During two rounds of marathon talks that began Saturday at the border village of Panmunjom, the Koreas agreed on a set of steps aimed at easing tension, with Pyongyang agreeing to lift a "quasi-state of war" that it had declared last week, according to South Korea's presidential office and North Korea's state media.
The countries also agreed to resume in September reunions of families separated by the war and to hold further talks soon in either Seoul or Pyongyang, both sides said.
The agreements were expected to quickly ratchet down tension that rose after South Korea blamed North Korea for the mine explosion at the border that maimed two soldiers and restarted anti-Pyongyang propaganda broadcasts in retaliation earlier this month.
But it's unclear how long the good mood would continue as overall ties remain strained and many previous cooperation accords and projects remain deadlocked.
"I hope the two sides faithfully implement the agreements and build up (mutual) confidence through a dialogue and cooperation and that it serves as a chance to work out new South-North relations," chief South Korean negotiator and presidential national security director Kim Kwan-jin said in a televised news conference.
The United States welcomed the agreement.
"What's important here is that the two sides did get together, they did come to an agreement that they both found mutually satisfactory," State Department spokesman John Kirby told reporters in Washington, "and that tensions now, which have been running pretty high over the last few days, have an opportunity to decrease a little bit and take some of the air out of this."
Kim described the North's expression of "regret" over the fact the mine blast left the two soldiers injured as an apology and said the loudspeaker campaign would end at noon Tuesday unless an "abnormal" event occurs. It was not still clear whether North Korea was now admitting its involvement in the blast.
Pyongyang had denied involvement in the land mine explosions and rejected Seoul's report that Pyongyang launched an artillery barrage last week.
Even as the two countries held talks over the weekend, South Korea's military said North Korea continued to prepare for a fight, moving unusual numbers of troops and submarines to the border.
These were the highest-level talks between the two Koreas in a year.
That senior officials from countries that have spent recent days vowing to destroy each other were sitting together at a table in Panmunjom, the border enclave where the 1953 armistice ending fighting in the Korean War was agreed to, was considered something of a victory.

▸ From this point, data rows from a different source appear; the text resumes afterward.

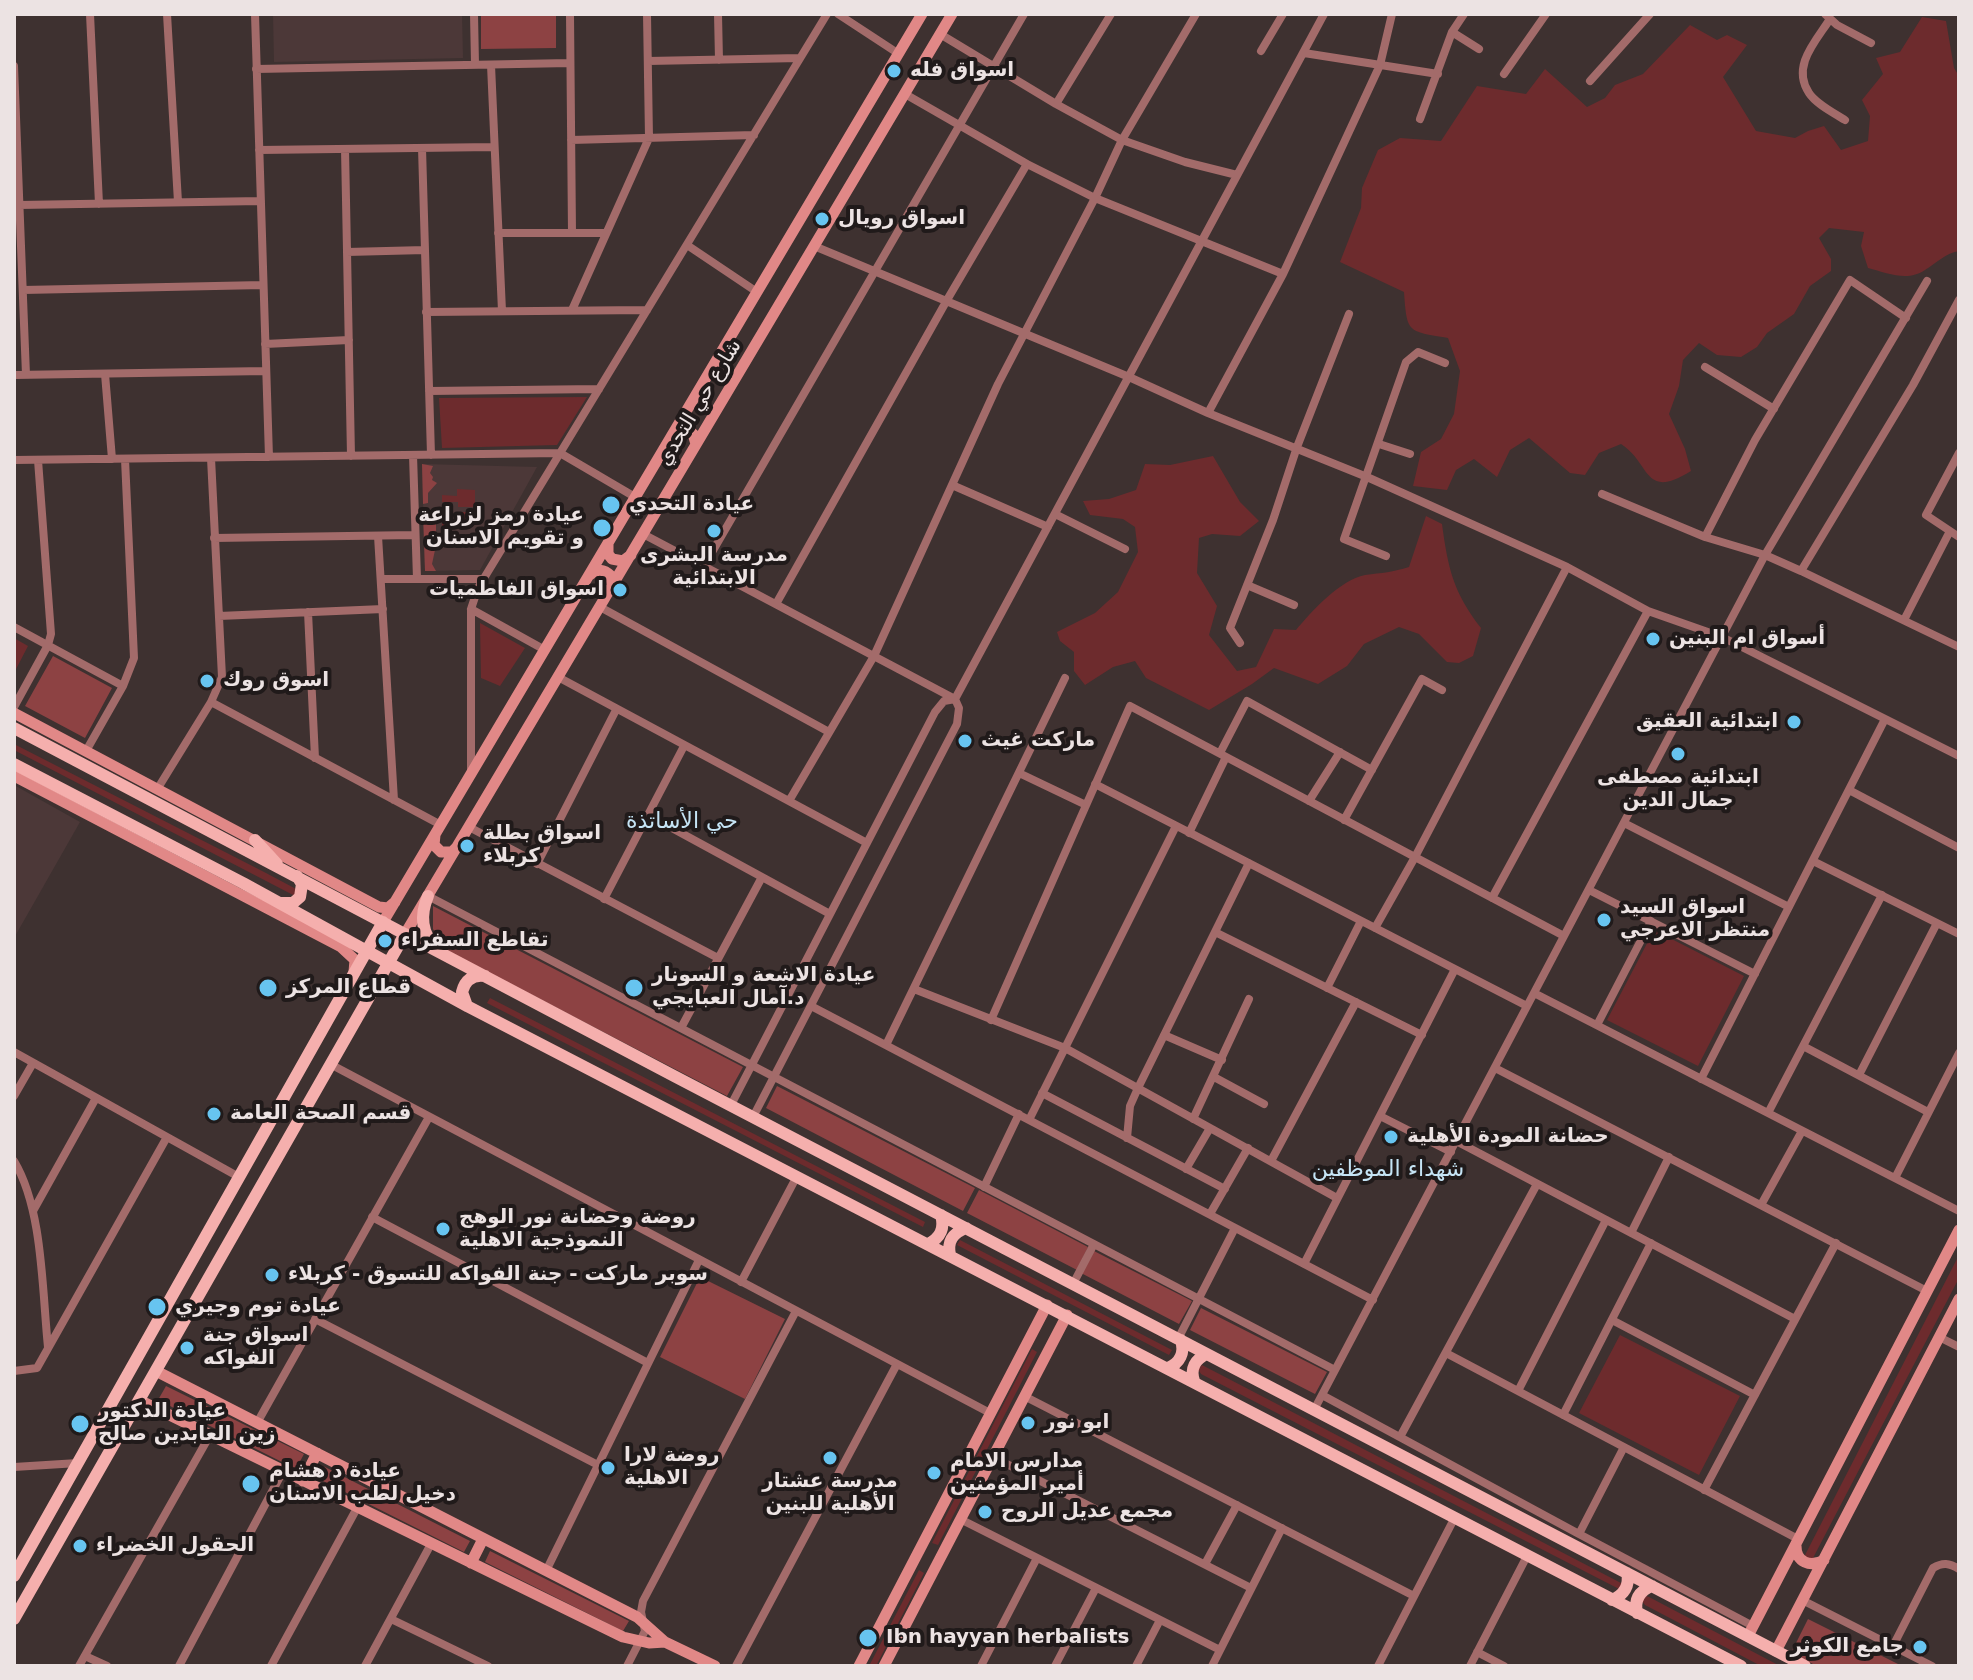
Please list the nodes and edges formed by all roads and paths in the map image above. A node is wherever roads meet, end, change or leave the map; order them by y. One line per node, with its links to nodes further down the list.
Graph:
1 (90, 14): 61 (street)
2 (167, 14): 60 (street)
3 (255, 14): 38 (street)
4 (474, 14): 33 (street)
5 (570, 14): 32 (street)
6 (647, 14): 31 (street)
7 (718, 14): 30 (street)
8 (827, 14): 29 (street)
9 (838, 14): 28 (street)
10 (922, 14): 28 (main road, شارع حي التحدي)
11 (952, 14): 23 (main road, شارع حي التحدي)
12 (1024, 14): 37 (street)
13 (1111, 14): 43 (street)
14 (1196, 14): 50 (street)
15 (1283, 14): 26 (street)
16 (1324, 14): 27 (street)
17 (1392, 14): 35 (street)
18 (1464, 14): 22 (street)
19 (1546, 14): 40 (street)
20 (1650, 14): 41 (street)
21 (1828, 16): 24 (street); 45 (street)
22 (1452, 32): 25 (street); 39 (street)
23 (940, 34): 37 (street); 42 (main road, شارع حي التحدي)
24 (1871, 43)
25 (1479, 49)
26 (1261, 51)
27 (1304, 53): 35 (street); 57 (street)
28 (899, 54): 76 (main road, شارع حي التحدي)
29 (800, 58): 30 (street); 47 (street)
30 (719, 60): 31 (street)
31 (648, 61): 48 (street)
32 (570, 63): 34 (street); 49 (street)
33 (475, 64): 34 (street); 38 (street)
34 (491, 65): 51 (street)
35 (1380, 65): 39 (street); 72 (street)
36 (14, 66): 54 (street)
37 (994, 67): 43 (street); 46 (street)
38 (256, 69): 55 (street)
39 (1438, 74): 44 (street)
40 (1504, 74)
41 (1590, 81)
42 (905, 94): 46 (street); 68 (main road, شارع حي التحدي)
43 (1056, 104): 50 (street)
44 (1420, 119)
45 (1845, 120)
46 (960, 125): 56 (street); 71 (street)
47 (754, 135): 48 (street); 67 (street)
48 (649, 138): 49 (street); 65 (street)
49 (571, 140): 64 (street)
50 (1122, 140): 57 (street); 58 (street)
51 (494, 147): 52 (street); 63 (street)
52 (422, 148): 53 (street); 69 (street)
53 (345, 149): 55 (street); 70 (street)
54 (16, 150): 62 (street)
55 (259, 150): 59 (street)
56 (1027, 164): 58 (street); 77 (street)
57 (1237, 175): 66 (street)
58 (1095, 198): 66 (street); 85 (street)
59 (261, 201): 60 (street); 74 (street)
60 (178, 202): 61 (street)
61 (99, 204): 62 (street)
62 (19, 205): 75 (street)
63 (498, 233): 64 (street); 81 (street)
64 (572, 233): 65 (street)
65 (606, 233): 79 (street)
66 (1201, 241): 72 (street); 94 (street)
67 (687, 245): 76 (street); 80 (street)
68 (814, 246): 71 (street); 98 (main road, شارع حي التحدي)
69 (425, 250): 70 (street); 82 (street)
70 (347, 252): 86 (street)
71 (876, 271): 77 (street); 135 (street)
72 (1283, 274): 100 (street)
73 (1927, 281): 84 (street)
74 (263, 285): 75 (street); 87 (street)
75 (23, 290): 93 (street)
76 (757, 292): 95 (main road, شارع حي التحدي)
77 (947, 300): 85 (street); 144 (street)
78 (1959, 300): 137 (street)
79 (572, 310): 80 (street); 81 (street)
80 (647, 310): 96 (street)
81 (502, 311): 82 (street)
82 (426, 312): 97 (street)
83 (1349, 314): 104 (street)
84 (1906, 318): 99 (street); 133 (street)
85 (1025, 333): 94 (street); 118 (street)
86 (349, 340): 87 (street); 110 (street)
87 (265, 344): 90 (street)
88 (1445, 363): 103 (street)
89 (1705, 367): 99 (street)
90 (266, 371): 91 (street); 111 (street)
91 (105, 374): 93 (street); 113 (street)
92 (14, 375): 93 (street)
93 (26, 375)
94 (1129, 377): 100 (street); 121 (street)
95 (702, 387): 98 (main road); 101 (main road, شارع حي التحدي)
96 (599, 389): 97 (street); 105 (street)
97 (429, 391): 109 (street)
98 (723, 402): 102 (main road, شارع حي التحدي)
99 (1774, 409): 127 (street)
100 (1208, 413): 104 (street)
101 (673, 434): 102 (main road); 120 (main road, شارع حي التحدي)
102 (696, 444): 124 (main road, شارع حي التحدي)
103 (1379, 444): 107 (street); 117 (street)
104 (1297, 447): 117 (street); 142 (street)
105 (560, 453): 109 (street); 120 (street); 141 (street)
106 (1959, 453): 123 (street)
107 (1410, 454)
108 (413, 455): 109 (street); 110 (street); 125 (street)
109 (431, 455)
110 (351, 456): 111 (street)
111 (269, 457): 112 (street)
112 (211, 458): 114 (street); 129 (street)
113 (112, 459): 114 (street); 116 (street)
114 (125, 459): 162 (street)
115 (14, 460): 116 (street)
116 (38, 460): 156 (street)
117 (1367, 477): 134 (street); 136 (street)
118 (952, 485): 122 (street); 159 (street)
119 (1602, 494): 127 (street)
120 (635, 497): 130 (main road, شارع حي التحدي)
121 (1055, 514): 122 (street); 131 (street)
122 (1048, 527): 164 (street)
123 (1950, 531): 128 (street); 152 (street)
124 (643, 534): 132 (main road, شارع حي التحدي); 135 (street)
125 (415, 535): 126 (street); 140 (street)
126 (378, 536): 129 (street); 139 (street)
127 (1705, 537): 133 (street)
128 (1959, 537)
129 (214, 538): 151 (street)
130 (608, 543): 132 (main road); 138 (main road, شارع حي التحدي)
131 (1125, 549)
132 (631, 554): 143 (main road, شارع حي التحدي)
133 (1765, 555): 137 (street); 154 (street)
134 (1386, 556)
135 (704, 566): 144 (street)
136 (1567, 567): 149 (street); 201 (street)
137 (1801, 571): 152 (street)
138 (589, 575): 143 (main road); 158 (main road, شارع حي التحدي)
139 (381, 579): 140 (street); 147 (street)
140 (417, 579): 141 (street)
141 (484, 579): 148 (street)
142 (1247, 585): 145 (street); 155 (street)
143 (612, 586): 146 (main road, شارع حي التحدي)
144 (776, 604): 159 (street)
145 (1294, 605)
146 (600, 607): 160 (main road, شارع حي التحدي); 171 (street)
147 (383, 609): 150 (street); 186 (street)
148 (471, 609): 158 (street); 181 (street)
149 (1648, 611): 154 (street); 211 (street)
150 (308, 612): 151 (street); 177 (street)
151 (219, 616): 165 (street)
152 (1904, 620): 157 (street)
153 (14, 627): 156 (street)
154 (1722, 637): 169 (street); 192 (street)
155 (1240, 643)
156 (48, 645): 162 (street); 166 (street)
157 (1959, 647)
158 (545, 650): 181 (main road, شارع حي التحدي)
159 (874, 656): 164 (street); 171 (street)
160 (558, 677): 167 (street); 194 (main road, شارع حي التحدي)
161 (1065, 678): 180 (street)
162 (123, 686): 173 (street)
163 (1442, 690): 179 (street)
164 (955, 699): 198 (street); 240 (street)
165 (211, 702): 177 (street); 184 (street)
166 (14, 707)
167 (616, 710): 172 (street); 204 (street)
168 (14, 713): 173 (main road)
169 (1885, 719): 176 (street); 185 (street)
170 (14, 728): 205 (main road)
171 (829, 732): 187 (street)
172 (684, 746): 187 (street); 190 (street)
173 (86, 751): 184 (main road)
174 (1340, 752): 175 (street); 179 (street); 188 (street)
175 (1223, 755): 183 (street); 188 (street); 196 (street)
176 (1959, 756)
177 (315, 758): 186 (street)
178 (14, 764): 207 (main road)
179 (1372, 770): 191 (street)
180 (1019, 773): 189 (street); 235 (street)
181 (471, 774): 195 (main road, شارع حي التحدي)
182 (14, 776): 207 (main road)
183 (1095, 784): 189 (street); 193 (street)
184 (158, 788): 197 (main road)
185 (1849, 790): 200 (street); 202 (street)
186 (394, 800): 195 (street)
187 (789, 801): 198 (street)
188 (1309, 801): 191 (street)
189 (1086, 805): 242 (street)
190 (648, 815): 206 (street); 212 (street)
191 (1344, 820): 201 (street)
192 (1624, 823): 208 (street); 215 (street)
193 (1176, 826): 196 (street); 249 (street)
194 (469, 827): 199 (main road, شارع حي التحدي); 204 (street)
195 (438, 830): 199 (main road); 213 (main road, شارع حي التحدي)
196 (1189, 833): 203 (street)
197 (255, 840): 205 (main road); 213 (main road)
198 (867, 843): 216 (street)
199 (457, 847): 210 (main road, شارع حي التحدي)
200 (1959, 848)
201 (1415, 857): 211 (street); 221 (street)
202 (1813, 861): 209 (street); 215 (street)
203 (1249, 863): 217 (street); 222 (street)
204 (537, 864): 212 (street)
205 (292, 873): 214 (main road); 219 (main road)
206 (762, 877): 216 (street); 228 (street)
207 (240, 888): 214 (main road); 231 (main road)
208 (1589, 890): 218 (street); 225 (street)
209 (1882, 895): 220 (street); 248 (street)
210 (428, 896): 223 (main road, شارع حي التحدي); 227 (main road); 244 (street)
211 (1492, 898): 225 (street)
212 (604, 899): 228 (street)
213 (395, 902): 219 (main road, شارع حي التحدي)
214 (280, 903): 226 (main road)
215 (1789, 907): 232 (street)
216 (830, 914): 255 (street)
217 (1361, 921): 221 (street); 234 (street)
218 (1651, 921): 232 (street); 243 (street)
219 (383, 922): 223 (main road); 226 (main road)
220 (1937, 923): 224 (street); 257 (street)
221 (1375, 928): 230 (street)
222 (1215, 932): 234 (street); 245 (street)
223 (405, 934): 227 (main road); 229 (main road)
224 (1959, 934)
225 (1564, 936): 236 (street)
226 (366, 952): 229 (main road); 231 (main road)
227 (441, 953): 233 (main road)
228 (718, 958): 244 (street)
229 (388, 964): 239 (main road); 254 (main road)
230 (1455, 969): 241 (street); 246 (street)
231 (354, 973): 262 (main road)
232 (1755, 974): 260 (street)
233 (485, 976): 239 (main road); 268 (main road)
234 (1327, 988): 238 (street)
235 (914, 989): 242 (street); 247 (street)
236 (1534, 993): 241 (street); 243 (street)
237 (1249, 999): 252 (street)
238 (1356, 1002): 246 (street); 288 (street)
239 (467, 1006): 290 (main road)
240 (811, 1006): 247 (street); 258 (street)
241 (1527, 1006): 256 (street)
242 (991, 1020): 249 (street)
243 (1597, 1025): 260 (street)
244 (681, 1028): 255 (street)
245 (1164, 1035): 252 (street); 261 (street)
246 (1422, 1035): 272 (street)
247 (886, 1045): 271 (street)
248 (1803, 1046): 257 (street); 270 (street)
249 (1065, 1048): 261 (street); 263 (street)
250 (14, 1052): 253 (street)
251 (1959, 1053): 269 (street)
252 (1222, 1060): 259 (street)
253 (33, 1063): 264 (street); 265 (street)
254 (330, 1064): 266 (main road); 274 (street)
255 (752, 1065): 258 (street); 268 (street)
256 (1495, 1068): 283 (street); 286 (street)
257 (1859, 1075): 269 (street)
258 (774, 1077): 275 (street); 294 (street)
259 (1214, 1077): 267 (street); 276 (street)
260 (1701, 1079): 270 (street)
261 (1138, 1088): 276 (street); 282 (street)
262 (288, 1089): 266 (main road); 273 (main road)
263 (1042, 1093): 277 (street); 282 (street)
264 (14, 1096)
265 (96, 1098): 281 (street); 298 (street)
266 (309, 1101): 278 (main road)
267 (1264, 1104)
268 (731, 1105): 275 (main road)
269 (1928, 1112): 292 (street)
270 (1768, 1113): 280 (street)
271 (1019, 1114): 277 (street); 294 (street)
272 (1380, 1116): 285 (street); 296 (street)
273 (273, 1117): 278 (main road); 291 (main road)
274 (429, 1117): 302 (street); 316 (street)
275 (753, 1117): 301 (main road)
276 (1193, 1119): 279 (street)
277 (1029, 1120): 300 (street)
278 (295, 1127): 309 (main road)
279 (1210, 1128): 284 (street); 289 (street)
280 (1802, 1131): 292 (street); 297 (street)
281 (167, 1137): 291 (street); 335 (street)
282 (1127, 1138): 289 (street)
283 (1456, 1141): 285 (street); 293 (street)
284 (1248, 1148): 288 (street); 295 (street)
285 (1451, 1152): 324 (street)
286 (1669, 1157): 297 (street); 308 (street)
287 (14, 1161): 298 (street)
288 (1271, 1161): 296 (street)
289 (1186, 1169): 295 (street)
290 (797, 1176): 312 (main road); 319 (street)
291 (239, 1177): 304 (main road)
292 (1895, 1178): 299 (street)
293 (1537, 1184): 303 (street); 337 (street)
294 (984, 1187): 313 (street)
295 (1225, 1189): 300 (street)
296 (1337, 1198): 317 (street)
297 (1761, 1205): 311 (street)
298 (33, 1211): 335 (street)
299 (1959, 1211)
300 (1210, 1214): 306 (street)
301 (941, 1215): 305 (main road); 312 (main road)
302 (372, 1217): 329 (street); 340 (street)
303 (1606, 1220): 308 (street); 347 (street)
304 (210, 1227): 309 (main road); 314 (main road)
305 (966, 1228): 315 (main road); 320 (main road)
306 (1235, 1228): 317 (street); 322 (street)
307 (1959, 1230): 321 (main road)
308 (1631, 1233): 310 (street)
309 (230, 1239): 318 (main road)
310 (1651, 1243): 330 (street); 331 (street)
311 (1836, 1243): 321 (street); 330 (street)
312 (928, 1244): 315 (main road)
313 (1094, 1244): 320 (street); 322 (street)
314 (195, 1255): 318 (main road); 361 (main road)
315 (950, 1255): 325 (main road)
316 (699, 1260): 319 (street); 340 (street)
317 (1304, 1264): 324 (street)
318 (215, 1266): 345 (main road)
319 (741, 1282): 326 (street)
320 (1073, 1284): 333 (main road)
321 (1927, 1291): 375 (main road)
322 (1199, 1299): 333 (street); 343 (street)
323 (1959, 1299): 327 (main road)
324 (1373, 1300): 343 (street)
325 (1047, 1305): 328 (main road); 334 (main road)
326 (796, 1311): 341 (street); 400 (street)
327 (1956, 1314): 332 (main road)
328 (1067, 1315): 339 (main road); 342 (main road)
329 (315, 1319): 355 (street); 362 (street)
330 (1795, 1319): 349 (street)
331 (1612, 1320): 349 (street); 354 (street)
332 (1939, 1337): 336 (street); 381 (main road)
333 (1180, 1340): 338 (main road); 342 (main road)
334 (1026, 1346): 339 (main road); 353 (main road)
335 (48, 1347): 344 (street)
336 (1959, 1347)
337 (1446, 1353): 347 (street); 357 (street)
338 (1207, 1354): 346 (main road); 352 (main road)
339 (1044, 1357): 350 (main road)
340 (648, 1363): 362 (street)
341 (897, 1364): 353 (street); 417 (street)
342 (1168, 1368): 346 (main road)
343 (1335, 1370): 348 (street)
344 (14, 1371)
345 (156, 1371): 351 (main road); 355 (main road)
346 (1194, 1381): 370 (main road)
347 (1518, 1391): 354 (street)
348 (1322, 1395): 352 (street); 357 (street)
349 (1755, 1395): 366 (street)
350 (1024, 1396): 360 (main road); 367 (street)
351 (139, 1400): 356 (main road); 397 (main road)
352 (1314, 1410): 387 (main road)
353 (990, 1413): 374 (main road)
354 (1563, 1415): 358 (street)
355 (257, 1423): 359 (main road)
356 (210, 1435): 364 (main road); 408 (street)
357 (1400, 1437): 372 (street)
358 (1624, 1447): 366 (street); 372 (street)
359 (317, 1453): 365 (main road); 373 (main road)
360 (993, 1457): 369 (main road); 384 (street)
361 (78, 1463): 363 (street); 379 (main road)
362 (598, 1465): 386 (street)
363 (14, 1467)
364 (283, 1471): 365 (main road); 411 (street)
365 (303, 1481): 368 (main road)
366 (1704, 1490): 375 (street)
367 (1237, 1505): 371 (street); 384 (street)
368 (357, 1508): 376 (main road); 412 (street)
369 (960, 1519): 377 (main road); 380 (street)
370 (1454, 1519): 378 (main road); 393 (street)
371 (1282, 1528): 392 (street); 393 (street)
372 (1579, 1534): 401 (street)
373 (483, 1539): 382 (main road); 386 (main road)
374 (925, 1540): 377 (main road); 383 (main road)
375 (1797, 1542): 381 (main road); 401 (main road)
376 (431, 1544): 382 (main road); 398 (street)
377 (944, 1551): 388 (main road)
378 (1527, 1556): 394 (main road); 407 (street)
379 (19, 1558): 389 (main road)
380 (1037, 1558): 391 (street); 420 (street)
381 (1824, 1560): 395 (main road)
382 (471, 1563): 402 (main road)
383 (912, 1564): 388 (main road); 418 (main road)
384 (1205, 1564): 392 (street)
385 (1959, 1569): 404 (street)
386 (546, 1571): 400 (main road)
387 (1627, 1573): 390 (main road); 394 (main road)
388 (932, 1574): 419 (main road)
389 (14, 1576)
390 (1652, 1586): 396 (main road); 401 (main road)
391 (1096, 1588): 399 (street); 421 (street)
392 (1251, 1588): 405 (street)
393 (1414, 1596): 424 (street)
394 (1612, 1600): 396 (main road)
395 (1802, 1600): 404 (street); 406 (main road)
396 (1637, 1613): 427 (main road)
397 (14, 1619)
398 (391, 1619): 413 (street); 414 (street)
399 (1160, 1620): 405 (street); 422 (street)
400 (644, 1622): 402 (street); 403 (main road)
401 (1750, 1631): 406 (main road)
402 (640, 1642): 403 (main road); 415 (street)
403 (665, 1642): 416 (main road)
404 (1893, 1646): 429 (street)
405 (1220, 1650): 423 (street)
406 (1776, 1651): 428 (main road)
407 (1477, 1652): 425 (street); 426 (street)
408 (85, 1656): 409 (street); 410 (street)
409 (79, 1666)
410 (107, 1666)
411 (179, 1666)
412 (271, 1666)
413 (365, 1666)
414 (488, 1666)
415 (627, 1666)
416 (715, 1666)
417 (736, 1666)
418 (859, 1666)
419 (884, 1666)
420 (981, 1666)
421 (1055, 1666)
422 (1136, 1666)
423 (1212, 1666)
424 (1378, 1666)
425 (1470, 1666)
426 (1504, 1666)
427 (1741, 1666)
428 (1805, 1666)
429 (1932, 1666)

The marathon nature of the talks was not unusual. While the Koreas often have difficulty agreeing to talks, once they do, lengthy sessions are often the rule. During the latest Panmunjom talks, the first session lasted about 10 hours and the second session about 33 hours. After decades of animosity and bloodshed, finding common ground is a challenge.
The decision to hold talks came hours ahead of a Saturday deadline set by North Korea for the South to dismantle the propaganda loudspeakers. North Korea had declared that its front-line troops were in full war readiness and prepared to go to battle if Seoul did not back down.
South Korean defense officials said about 70 percent of the North's more than 70 submarines and undersea vehicles had left their bases and could not be located by the South Korean military as of Saturday. They said the North had doubled the strength of its front-line artillery forces since the start of the talks Saturday evening.
It was not immediately clear whether North Korea pulled back its submarines and troops after the agreement was announced.
On Thursday, South Korea's military fired dozens of artillery rounds across the border in response to what Seoul said were North Korean artillery strikes meant to back up an earlier threat to attack the loudspeakers.
Analysts said the North fears that the broadcasts could demoralize its front-line troops and inspire them to defect.
At the talks, Kim and Unification Minister Hong Yong-pyo sat down with Hwang Pyong So, the top political officer for the Korean People's Army, and Kim Yang Gon, a senior North Korean official responsible for South Korean affairs. Hwang is considered by outside analysts to be North Korea's second most important official after supreme leader Kim Jong Un.